Donkey enters the human world later, with the beginning and spread of agriculture and the rise of settlements, market and transportation. It is a beast of burden, not companion. It performs repetitive labour: carries heavy load and facilitate trade and surplus economy.

There are over forty million donkeys in the world, mostly in underdeveloped countries. An adult male donkey is a jack or jackass. An adult female is jenni or jennet. An immature donkey of either sex is a foal. Jacks mated with a female horse (mare ) produce mule. A stallion when mates with a Jenny produces a hinny. Once, ass was the more common word for donkey.
"Kick your ass"  is a common slang in literary pulp.

The ancestors of modern donkey are the Nubian and Somalian subspecies of African wild ass. Remains of wild ass have been found in Maadi in Lower Egypt. Domestication of donkeys were accomplished long after the domestication of cattle, sheep and goats.

Donkey represents labour without emotional reciprocity, but with strength, endurance and servitude.

They came to northwestern part of Indian subcontinent through Indo-iranian traders or pastoralists. In the Rig veda and Jataka it is mentioned as Gardabha, a metaphor for servility and stubbornness. In India they were the poor man's pack animal - carrying bricks, sand, firewood, salt, grains, and water in arid or hilly regions, where bullocks or camels were costly. Rajasthan, Gujarat, Andhra Pradesh and Tamil Nadu are the states where donkeys are used in salt pans and brick-kilns. Donkey population has been declining in India for the last decade, because of shift to mechanisation.

Dogma: The Ideological Order

When tribes were integrated into societies, a framework that legitimise inequality was found necessary. This was where dogmas originated. It is a mental technology devised by the rulers to rule over the majority.

The dogma explains who must obey, who must work, who must rule, and why the order must be accepted and preserved.  The earliest dogma in the Indian civilizational context is Manusmriti.

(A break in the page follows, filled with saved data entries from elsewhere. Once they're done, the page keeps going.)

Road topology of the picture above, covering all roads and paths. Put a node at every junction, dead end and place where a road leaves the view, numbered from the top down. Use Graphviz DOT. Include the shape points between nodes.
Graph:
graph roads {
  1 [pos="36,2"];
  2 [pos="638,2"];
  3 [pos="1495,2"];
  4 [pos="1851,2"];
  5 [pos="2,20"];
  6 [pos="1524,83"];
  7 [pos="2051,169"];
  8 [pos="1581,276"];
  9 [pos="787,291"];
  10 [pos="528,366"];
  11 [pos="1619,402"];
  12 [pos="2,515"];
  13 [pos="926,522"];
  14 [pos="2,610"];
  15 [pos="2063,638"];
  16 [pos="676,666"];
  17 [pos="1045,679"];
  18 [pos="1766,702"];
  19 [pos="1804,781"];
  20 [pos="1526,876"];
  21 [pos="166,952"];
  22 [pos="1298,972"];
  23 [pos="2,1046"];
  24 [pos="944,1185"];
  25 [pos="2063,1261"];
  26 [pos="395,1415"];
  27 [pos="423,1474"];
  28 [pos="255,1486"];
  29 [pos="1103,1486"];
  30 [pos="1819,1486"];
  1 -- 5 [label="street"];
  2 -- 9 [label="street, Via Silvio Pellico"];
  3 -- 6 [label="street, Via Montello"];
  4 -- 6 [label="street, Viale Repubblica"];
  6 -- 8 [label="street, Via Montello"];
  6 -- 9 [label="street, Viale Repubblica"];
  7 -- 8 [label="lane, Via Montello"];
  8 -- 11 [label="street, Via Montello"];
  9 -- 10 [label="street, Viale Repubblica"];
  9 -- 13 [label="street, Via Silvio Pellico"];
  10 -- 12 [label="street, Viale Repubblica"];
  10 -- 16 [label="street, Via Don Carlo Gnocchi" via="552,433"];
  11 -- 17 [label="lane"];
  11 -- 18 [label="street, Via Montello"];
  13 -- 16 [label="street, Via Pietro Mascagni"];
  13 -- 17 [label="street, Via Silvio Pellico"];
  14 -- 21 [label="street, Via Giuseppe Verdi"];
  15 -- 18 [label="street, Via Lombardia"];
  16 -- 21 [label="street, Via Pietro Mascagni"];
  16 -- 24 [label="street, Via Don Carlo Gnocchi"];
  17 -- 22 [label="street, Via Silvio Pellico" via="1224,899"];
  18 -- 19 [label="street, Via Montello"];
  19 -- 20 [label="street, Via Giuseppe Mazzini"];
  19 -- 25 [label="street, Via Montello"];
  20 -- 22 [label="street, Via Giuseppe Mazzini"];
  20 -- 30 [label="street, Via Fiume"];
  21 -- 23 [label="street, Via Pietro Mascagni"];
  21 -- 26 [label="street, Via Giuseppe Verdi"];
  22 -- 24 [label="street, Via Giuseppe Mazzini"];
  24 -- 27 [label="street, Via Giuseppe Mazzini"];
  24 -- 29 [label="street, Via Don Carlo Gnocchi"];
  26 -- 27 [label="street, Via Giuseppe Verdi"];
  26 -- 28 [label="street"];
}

Manusmriti systematized social hierarchy. Defined labour as duty, not as contract. Justified obedience through cosmic and moral order ( dharma) Made mobility nearly impossible. And finally provided religious sanction to social inequality. Later new dogmas were evolved: Jainism, Budhism, Christianity, Islam, and Godless Socialism and Communism. All of them were designed to extract obedience of the mass to the seat of power.

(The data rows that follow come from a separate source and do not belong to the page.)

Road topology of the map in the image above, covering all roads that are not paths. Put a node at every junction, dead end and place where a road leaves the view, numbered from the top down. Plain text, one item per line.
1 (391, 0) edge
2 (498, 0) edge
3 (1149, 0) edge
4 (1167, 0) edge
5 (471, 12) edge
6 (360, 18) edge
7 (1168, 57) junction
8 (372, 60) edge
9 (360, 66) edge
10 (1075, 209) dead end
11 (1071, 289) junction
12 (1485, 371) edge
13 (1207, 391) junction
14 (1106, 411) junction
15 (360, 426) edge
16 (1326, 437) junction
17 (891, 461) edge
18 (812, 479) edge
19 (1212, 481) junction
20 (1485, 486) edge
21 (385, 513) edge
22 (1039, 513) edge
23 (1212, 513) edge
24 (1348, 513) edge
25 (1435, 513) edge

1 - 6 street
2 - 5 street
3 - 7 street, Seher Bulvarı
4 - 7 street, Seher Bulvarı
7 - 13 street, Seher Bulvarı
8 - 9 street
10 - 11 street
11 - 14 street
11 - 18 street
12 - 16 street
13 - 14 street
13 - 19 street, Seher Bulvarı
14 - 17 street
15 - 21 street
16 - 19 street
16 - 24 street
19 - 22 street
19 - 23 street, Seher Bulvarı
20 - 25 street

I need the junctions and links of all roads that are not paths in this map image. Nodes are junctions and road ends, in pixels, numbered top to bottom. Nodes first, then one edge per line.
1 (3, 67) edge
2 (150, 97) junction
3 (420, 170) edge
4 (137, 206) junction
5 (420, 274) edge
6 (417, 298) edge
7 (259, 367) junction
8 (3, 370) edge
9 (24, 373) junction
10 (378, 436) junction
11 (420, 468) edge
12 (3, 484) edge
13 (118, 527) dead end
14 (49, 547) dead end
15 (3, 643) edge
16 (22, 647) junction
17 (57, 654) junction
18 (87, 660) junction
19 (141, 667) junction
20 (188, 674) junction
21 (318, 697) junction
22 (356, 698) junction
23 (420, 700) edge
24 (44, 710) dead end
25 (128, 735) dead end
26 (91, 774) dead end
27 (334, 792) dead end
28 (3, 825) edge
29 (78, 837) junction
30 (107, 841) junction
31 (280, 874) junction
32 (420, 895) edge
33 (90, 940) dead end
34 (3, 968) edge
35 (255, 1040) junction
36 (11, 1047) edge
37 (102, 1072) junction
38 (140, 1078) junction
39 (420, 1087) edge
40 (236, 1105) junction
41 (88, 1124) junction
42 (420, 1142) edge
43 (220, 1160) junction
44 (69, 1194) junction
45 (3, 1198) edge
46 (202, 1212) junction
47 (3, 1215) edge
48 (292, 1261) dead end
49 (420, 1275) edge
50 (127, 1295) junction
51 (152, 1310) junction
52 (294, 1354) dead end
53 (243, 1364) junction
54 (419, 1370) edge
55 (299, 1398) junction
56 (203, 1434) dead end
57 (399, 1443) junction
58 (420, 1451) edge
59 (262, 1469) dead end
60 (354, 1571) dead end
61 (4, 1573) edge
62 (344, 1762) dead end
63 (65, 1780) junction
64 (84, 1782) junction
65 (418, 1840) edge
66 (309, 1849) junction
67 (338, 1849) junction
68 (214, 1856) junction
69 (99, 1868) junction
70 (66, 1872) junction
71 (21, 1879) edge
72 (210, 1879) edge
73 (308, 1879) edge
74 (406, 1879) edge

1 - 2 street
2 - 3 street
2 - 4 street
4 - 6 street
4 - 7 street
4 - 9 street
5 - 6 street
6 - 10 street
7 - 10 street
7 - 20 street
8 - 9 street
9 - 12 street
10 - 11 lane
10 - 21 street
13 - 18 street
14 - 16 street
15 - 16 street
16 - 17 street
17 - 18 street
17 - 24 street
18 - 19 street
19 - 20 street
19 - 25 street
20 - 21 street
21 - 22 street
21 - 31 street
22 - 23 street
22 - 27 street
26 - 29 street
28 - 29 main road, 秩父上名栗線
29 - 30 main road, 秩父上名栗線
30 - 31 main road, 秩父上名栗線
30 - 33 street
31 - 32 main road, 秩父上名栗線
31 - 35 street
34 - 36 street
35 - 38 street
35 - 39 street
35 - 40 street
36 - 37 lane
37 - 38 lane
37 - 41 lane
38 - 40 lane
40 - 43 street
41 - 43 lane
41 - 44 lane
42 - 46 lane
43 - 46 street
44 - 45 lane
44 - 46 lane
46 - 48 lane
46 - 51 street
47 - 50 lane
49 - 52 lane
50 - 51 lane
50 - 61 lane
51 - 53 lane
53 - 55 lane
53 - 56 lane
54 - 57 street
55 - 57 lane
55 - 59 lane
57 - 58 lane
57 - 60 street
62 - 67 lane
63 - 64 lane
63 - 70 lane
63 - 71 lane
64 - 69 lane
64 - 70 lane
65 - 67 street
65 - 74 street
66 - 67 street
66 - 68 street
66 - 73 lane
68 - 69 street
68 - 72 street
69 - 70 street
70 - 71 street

Dog joined homo sapiens when the was in hunter gatherer stage; facilitated trust and companionship leading to formation of early social bond. Donkey joined him in agrarian age, and his function was labour, helping in enhancing production.  Dogmas evolved in stratified civilization helping rulers to extract obedience, to institutionalise hierarchy.

If the dog was about shared survival and co-existence, the donkey was about facilitating production and creation of wealth, the dogma was about to control, and maintaining status quo.


Stray Dog Crises 

Dog is no more the companion of man, mainly because of the  change in the ownership. In the beginning there must have been community ownership of dogs.  Early domesticated dogs were integrated into human nomadic groups for hunting and to get alert of predators.  In prehistoric communities dogs were used for hunting, guarding and herding. The primary relationship was one of utility to the entire group. They lived in close proximity to human settlements, possibly following a commensal pathway where they scavenged from human waste and were gradually integrated into the community. So the responsibility directly falls on the community to feed the dogs.  While stray dogs as general population have existed in India for thousands of years, as a native landrace (Indian Pariah Dog), their numbers have always been closely linked to human populations and waste management practices. One of the primary reasons dogs become stray is abandonment by owners due to economic challenges or inability to care for them. The food crisis close to 1970s would have been a significant driver for such abandonment by owners, or less control over owned dogs' movements. Scarcity of food grains in the closing years of sixties, exacerbated the abandonment rate, but the enhancement of fishing by the introduction of mechanised fishing gave them enough waste for survival and multiplication.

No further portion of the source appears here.